I wrote recently about the pedal market all being a bit much – and in the world of delays and reverbs, that manifests as a features arms race. More stereo, more screens, more down-to-the-millisecond control. But for the vast majority of guitarists, the human beings running a mono pedalboard into a bog-standard combo for a gig in a pub, the Silos offers an affordable, utilitarian and sensible delay option with excellent sounds. And while it’s nowhere near as complex as the average boutique delay workstation, the preset recall and assignable expression control offers some live consistency and some interesting performance options.

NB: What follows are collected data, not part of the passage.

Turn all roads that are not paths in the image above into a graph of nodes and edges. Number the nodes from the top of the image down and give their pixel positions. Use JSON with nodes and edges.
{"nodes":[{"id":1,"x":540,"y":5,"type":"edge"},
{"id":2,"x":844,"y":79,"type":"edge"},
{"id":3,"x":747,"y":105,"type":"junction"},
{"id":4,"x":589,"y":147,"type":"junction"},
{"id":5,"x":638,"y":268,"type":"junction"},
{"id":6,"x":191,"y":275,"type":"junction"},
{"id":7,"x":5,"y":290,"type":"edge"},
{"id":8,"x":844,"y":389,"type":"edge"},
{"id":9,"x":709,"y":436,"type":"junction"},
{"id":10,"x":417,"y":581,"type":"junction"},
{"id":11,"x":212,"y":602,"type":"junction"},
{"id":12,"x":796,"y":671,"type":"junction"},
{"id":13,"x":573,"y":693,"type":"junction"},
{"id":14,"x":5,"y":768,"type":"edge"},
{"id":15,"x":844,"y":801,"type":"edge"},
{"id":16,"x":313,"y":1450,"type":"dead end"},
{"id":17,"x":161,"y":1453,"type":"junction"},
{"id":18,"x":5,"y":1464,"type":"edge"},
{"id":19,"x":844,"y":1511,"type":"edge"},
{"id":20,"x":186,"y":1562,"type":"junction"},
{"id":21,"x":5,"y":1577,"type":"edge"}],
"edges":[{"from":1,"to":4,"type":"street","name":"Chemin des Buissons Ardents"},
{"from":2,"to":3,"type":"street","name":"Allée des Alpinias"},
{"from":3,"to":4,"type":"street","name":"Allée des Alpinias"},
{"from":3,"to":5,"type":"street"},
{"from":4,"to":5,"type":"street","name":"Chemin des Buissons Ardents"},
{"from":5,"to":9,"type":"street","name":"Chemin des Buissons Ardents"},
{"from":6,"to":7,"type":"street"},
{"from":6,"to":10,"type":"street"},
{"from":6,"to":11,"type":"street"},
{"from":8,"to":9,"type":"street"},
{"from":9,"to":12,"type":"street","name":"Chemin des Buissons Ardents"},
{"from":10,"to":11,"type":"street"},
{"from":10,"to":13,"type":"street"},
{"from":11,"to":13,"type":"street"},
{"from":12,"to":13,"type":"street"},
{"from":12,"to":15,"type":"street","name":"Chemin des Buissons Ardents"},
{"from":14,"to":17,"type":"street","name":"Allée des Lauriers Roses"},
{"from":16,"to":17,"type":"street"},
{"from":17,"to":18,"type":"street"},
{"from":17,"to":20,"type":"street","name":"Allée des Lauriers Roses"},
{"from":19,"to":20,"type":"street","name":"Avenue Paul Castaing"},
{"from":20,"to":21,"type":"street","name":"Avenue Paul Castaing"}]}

So I do think $150 for such a box is pretty reasonable. Because like the Ledges, the Silos has an edge when it comes to its fidelity. If you’re going to have a digital version of analogue oddity, it needs to be free of any tell-tale artefacts that indicate 1s and 0s are actually behind it all – here that’s definitely the case. It looks good, it sounds good, it has top-mounted jacks, it won’t break the bank, and it does what it says on the tin. No, it’s not as brain-tickling as an ultra-complex parallel pitch-shifted stereo box, but not everything has to be. It’s pleasing to see a brand like EQD give a bigger player like Boss a run for its money when it comes to making utilitarian single stomps – long may that continue.
The Silos
Earthquaker Silos alternatives
For another take on the bog-standard multi-mode digital delay, you could also seek out the Boss DD-7, which has its own sound but does hit many of the same notes as the Silos, with the added benefit of stereo if you need it. If you’re just looking for the tape delay emulation, the UAFX Orion sounds brilliant and offers a good amount of control, but has a hefty pricetag for a single-mode stomp with no tap-tempo. For a cheaper alternative, the EHX Pico Rerun provides a similar digital emulation of tape delay, with the addition of modulation and tap-tempo.
For the analogue delay thing, there’s always the Boss DM-2W, particularly appropriate here as the KMD delay the Silo’s analogue mode is based on is often compared to the original DM-2 – but keep in mind you’re paying a similar price for a single delay mode, complete with the limitations of an actual BBD chip.